> BRIEF
The lines to reproduce run from the one containing "Which roads connect" through the final line of the entries; write them out exactly and add nothing.

> DATA TO USE
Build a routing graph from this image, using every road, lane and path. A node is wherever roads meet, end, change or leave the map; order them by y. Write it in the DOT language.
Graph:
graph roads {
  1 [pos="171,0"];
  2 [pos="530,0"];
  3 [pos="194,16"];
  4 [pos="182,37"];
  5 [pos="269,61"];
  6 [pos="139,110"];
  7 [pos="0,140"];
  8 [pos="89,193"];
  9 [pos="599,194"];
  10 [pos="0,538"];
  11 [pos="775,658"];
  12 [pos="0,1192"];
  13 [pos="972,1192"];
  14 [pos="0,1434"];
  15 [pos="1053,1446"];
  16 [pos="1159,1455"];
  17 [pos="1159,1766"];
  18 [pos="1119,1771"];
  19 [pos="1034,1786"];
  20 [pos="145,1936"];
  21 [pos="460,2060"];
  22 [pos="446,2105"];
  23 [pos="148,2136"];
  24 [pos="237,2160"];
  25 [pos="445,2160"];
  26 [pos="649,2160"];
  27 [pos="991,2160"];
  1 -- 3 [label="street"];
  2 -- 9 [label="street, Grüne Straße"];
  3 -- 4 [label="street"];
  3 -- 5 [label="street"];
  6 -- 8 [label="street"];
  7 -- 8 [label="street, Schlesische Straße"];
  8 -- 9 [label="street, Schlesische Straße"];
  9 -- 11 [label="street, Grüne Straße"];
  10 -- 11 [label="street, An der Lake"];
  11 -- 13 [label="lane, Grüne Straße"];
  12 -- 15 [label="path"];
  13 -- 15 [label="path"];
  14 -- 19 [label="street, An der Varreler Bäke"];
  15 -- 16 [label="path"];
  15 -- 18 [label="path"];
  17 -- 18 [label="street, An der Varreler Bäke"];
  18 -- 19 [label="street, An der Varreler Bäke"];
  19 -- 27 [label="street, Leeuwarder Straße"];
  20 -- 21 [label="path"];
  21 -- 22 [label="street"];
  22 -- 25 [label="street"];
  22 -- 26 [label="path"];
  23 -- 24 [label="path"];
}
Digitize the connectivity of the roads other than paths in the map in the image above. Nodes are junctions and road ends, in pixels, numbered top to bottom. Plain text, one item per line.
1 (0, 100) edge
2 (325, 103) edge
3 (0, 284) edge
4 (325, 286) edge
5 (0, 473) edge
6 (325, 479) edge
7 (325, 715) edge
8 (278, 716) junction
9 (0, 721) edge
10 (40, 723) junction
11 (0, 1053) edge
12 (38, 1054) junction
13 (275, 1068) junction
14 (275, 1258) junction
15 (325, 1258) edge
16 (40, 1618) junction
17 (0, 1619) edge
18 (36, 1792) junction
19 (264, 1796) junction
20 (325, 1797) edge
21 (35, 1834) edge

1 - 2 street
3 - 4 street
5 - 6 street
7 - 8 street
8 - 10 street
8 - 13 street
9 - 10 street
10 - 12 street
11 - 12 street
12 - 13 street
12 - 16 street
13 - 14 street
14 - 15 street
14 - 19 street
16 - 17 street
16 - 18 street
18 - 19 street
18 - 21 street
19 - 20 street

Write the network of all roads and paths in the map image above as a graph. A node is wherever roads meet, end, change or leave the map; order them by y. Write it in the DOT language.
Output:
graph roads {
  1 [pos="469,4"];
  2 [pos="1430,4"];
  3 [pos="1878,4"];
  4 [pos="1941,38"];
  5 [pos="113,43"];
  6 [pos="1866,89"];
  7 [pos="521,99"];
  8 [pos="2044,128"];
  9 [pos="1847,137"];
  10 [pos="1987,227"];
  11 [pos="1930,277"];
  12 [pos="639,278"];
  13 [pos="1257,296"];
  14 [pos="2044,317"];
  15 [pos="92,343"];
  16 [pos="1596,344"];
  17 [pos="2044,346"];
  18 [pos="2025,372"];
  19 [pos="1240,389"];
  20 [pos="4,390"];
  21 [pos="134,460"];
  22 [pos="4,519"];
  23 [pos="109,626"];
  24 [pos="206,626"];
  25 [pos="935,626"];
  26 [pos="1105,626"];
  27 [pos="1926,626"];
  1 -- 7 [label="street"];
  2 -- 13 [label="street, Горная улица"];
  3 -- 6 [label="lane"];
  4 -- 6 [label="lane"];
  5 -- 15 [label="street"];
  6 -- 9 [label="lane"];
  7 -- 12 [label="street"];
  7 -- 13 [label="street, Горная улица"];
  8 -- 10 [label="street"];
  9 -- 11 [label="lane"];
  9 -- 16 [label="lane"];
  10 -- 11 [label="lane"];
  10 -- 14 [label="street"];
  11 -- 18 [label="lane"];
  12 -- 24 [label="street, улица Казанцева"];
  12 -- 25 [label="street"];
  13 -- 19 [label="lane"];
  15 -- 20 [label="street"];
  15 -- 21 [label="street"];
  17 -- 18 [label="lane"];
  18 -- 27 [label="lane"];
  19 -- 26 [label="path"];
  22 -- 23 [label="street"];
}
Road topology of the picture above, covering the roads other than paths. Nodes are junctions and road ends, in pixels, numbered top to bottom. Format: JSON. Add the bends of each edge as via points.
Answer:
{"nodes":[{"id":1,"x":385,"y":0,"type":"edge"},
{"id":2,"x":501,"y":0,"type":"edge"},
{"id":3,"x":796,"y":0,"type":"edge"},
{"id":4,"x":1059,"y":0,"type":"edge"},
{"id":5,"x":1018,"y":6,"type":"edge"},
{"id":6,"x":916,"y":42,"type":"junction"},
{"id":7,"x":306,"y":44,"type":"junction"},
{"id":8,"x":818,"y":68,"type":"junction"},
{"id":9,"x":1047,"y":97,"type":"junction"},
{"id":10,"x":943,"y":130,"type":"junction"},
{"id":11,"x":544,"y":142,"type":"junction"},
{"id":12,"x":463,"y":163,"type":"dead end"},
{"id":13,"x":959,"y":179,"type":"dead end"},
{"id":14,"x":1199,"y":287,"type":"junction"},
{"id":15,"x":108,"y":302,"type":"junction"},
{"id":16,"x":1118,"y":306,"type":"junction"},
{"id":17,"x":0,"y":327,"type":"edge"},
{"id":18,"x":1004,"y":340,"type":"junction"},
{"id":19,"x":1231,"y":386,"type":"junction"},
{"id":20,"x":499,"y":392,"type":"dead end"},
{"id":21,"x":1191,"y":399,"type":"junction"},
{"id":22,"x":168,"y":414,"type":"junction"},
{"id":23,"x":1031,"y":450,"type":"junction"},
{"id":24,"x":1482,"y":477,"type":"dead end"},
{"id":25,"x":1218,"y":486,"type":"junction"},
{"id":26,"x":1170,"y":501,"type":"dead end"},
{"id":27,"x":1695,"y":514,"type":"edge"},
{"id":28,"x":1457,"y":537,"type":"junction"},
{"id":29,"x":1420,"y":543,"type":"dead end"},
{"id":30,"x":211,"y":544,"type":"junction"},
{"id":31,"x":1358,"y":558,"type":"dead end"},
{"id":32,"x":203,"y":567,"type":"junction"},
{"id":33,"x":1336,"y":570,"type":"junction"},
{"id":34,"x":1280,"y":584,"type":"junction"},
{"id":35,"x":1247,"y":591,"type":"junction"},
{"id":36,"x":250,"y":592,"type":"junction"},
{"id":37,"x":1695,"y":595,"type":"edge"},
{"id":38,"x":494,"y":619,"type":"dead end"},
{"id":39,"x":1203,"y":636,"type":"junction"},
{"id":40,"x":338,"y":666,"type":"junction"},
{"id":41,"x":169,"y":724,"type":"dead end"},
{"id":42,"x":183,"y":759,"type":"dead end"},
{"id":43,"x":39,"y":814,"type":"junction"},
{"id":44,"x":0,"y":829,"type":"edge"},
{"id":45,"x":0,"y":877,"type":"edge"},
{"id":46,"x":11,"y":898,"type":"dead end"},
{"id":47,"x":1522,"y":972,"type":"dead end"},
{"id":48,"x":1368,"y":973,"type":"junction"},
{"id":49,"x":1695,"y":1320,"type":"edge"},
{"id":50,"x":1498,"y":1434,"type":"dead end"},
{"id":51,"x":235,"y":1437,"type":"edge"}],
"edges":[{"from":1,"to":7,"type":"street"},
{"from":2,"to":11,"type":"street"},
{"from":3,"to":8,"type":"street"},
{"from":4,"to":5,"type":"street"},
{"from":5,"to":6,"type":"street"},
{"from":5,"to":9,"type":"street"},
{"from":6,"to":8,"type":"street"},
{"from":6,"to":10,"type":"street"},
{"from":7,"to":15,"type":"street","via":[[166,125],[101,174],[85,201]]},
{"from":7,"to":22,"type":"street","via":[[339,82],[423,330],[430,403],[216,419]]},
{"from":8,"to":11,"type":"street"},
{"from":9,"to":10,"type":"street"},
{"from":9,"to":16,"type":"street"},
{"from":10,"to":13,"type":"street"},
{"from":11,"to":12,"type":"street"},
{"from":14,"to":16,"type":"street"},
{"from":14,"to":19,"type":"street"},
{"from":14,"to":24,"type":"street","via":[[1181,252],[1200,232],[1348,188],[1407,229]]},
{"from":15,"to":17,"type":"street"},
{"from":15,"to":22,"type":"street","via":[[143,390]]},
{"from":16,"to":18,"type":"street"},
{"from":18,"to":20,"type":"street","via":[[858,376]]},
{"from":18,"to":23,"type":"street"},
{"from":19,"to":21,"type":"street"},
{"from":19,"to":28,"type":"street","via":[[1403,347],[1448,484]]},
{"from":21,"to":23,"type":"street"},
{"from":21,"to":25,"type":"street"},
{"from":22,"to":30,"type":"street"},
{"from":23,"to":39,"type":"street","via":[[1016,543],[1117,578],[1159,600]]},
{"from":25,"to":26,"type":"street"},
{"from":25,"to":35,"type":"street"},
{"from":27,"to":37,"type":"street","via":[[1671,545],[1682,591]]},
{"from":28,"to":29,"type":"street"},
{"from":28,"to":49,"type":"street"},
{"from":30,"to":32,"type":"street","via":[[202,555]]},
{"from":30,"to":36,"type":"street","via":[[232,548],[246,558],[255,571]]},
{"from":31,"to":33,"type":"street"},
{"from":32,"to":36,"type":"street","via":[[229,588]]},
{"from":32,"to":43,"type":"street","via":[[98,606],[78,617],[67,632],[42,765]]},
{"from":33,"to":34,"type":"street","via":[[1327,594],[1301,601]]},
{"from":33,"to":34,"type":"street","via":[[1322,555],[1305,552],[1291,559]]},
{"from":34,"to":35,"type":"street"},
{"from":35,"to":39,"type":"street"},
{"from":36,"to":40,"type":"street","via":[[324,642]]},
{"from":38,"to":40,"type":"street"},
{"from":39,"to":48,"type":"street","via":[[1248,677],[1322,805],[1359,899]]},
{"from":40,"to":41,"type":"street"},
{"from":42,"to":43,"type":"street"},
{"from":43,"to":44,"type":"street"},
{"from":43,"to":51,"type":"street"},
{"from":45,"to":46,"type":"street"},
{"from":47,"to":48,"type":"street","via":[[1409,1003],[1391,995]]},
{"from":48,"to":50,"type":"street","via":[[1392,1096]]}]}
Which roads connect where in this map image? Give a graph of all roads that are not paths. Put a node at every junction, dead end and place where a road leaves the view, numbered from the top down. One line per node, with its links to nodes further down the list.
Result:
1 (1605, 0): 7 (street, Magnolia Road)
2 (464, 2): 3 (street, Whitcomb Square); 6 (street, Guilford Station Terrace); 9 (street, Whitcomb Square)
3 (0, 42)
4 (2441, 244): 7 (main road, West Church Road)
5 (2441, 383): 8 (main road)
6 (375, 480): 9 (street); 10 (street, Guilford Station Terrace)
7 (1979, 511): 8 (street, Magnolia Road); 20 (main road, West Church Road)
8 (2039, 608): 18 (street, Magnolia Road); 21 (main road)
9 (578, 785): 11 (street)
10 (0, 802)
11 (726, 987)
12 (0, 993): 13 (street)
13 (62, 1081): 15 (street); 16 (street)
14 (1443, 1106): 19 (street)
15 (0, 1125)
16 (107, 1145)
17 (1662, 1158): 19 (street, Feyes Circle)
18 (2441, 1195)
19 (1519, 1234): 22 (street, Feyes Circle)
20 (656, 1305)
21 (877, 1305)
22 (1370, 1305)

> RESULT FOR THIS TASK
Which roads connect where in this map image? Give a graph of all roads that are not paths. Put a node at every junction, dead end and place where a road leaves the view, numbered from the top down. One line per node, with its links to nodes further down the list.
Result:
1 (1605, 0): 7 (street, Magnolia Road)
2 (464, 2): 3 (street, Whitcomb Square); 6 (street, Guilford Station Terrace); 9 (street, Whitcomb Square)
3 (0, 42)
4 (2441, 244): 7 (main road, West Church Road)
5 (2441, 383): 8 (main road)
6 (375, 480): 9 (street); 10 (street, Guilford Station Terrace)
7 (1979, 511): 8 (street, Magnolia Road); 20 (main road, West Church Road)
8 (2039, 608): 18 (street, Magnolia Road); 21 (main road)
9 (578, 785): 11 (street)
10 (0, 802)
11 (726, 987)
12 (0, 993): 13 (street)
13 (62, 1081): 15 (street); 16 (street)
14 (1443, 1106): 19 (street)
15 (0, 1125)
16 (107, 1145)
17 (1662, 1158): 19 (street, Feyes Circle)
18 (2441, 1195)
19 (1519, 1234): 22 (street, Feyes Circle)
20 (656, 1305)
21 (877, 1305)
22 (1370, 1305)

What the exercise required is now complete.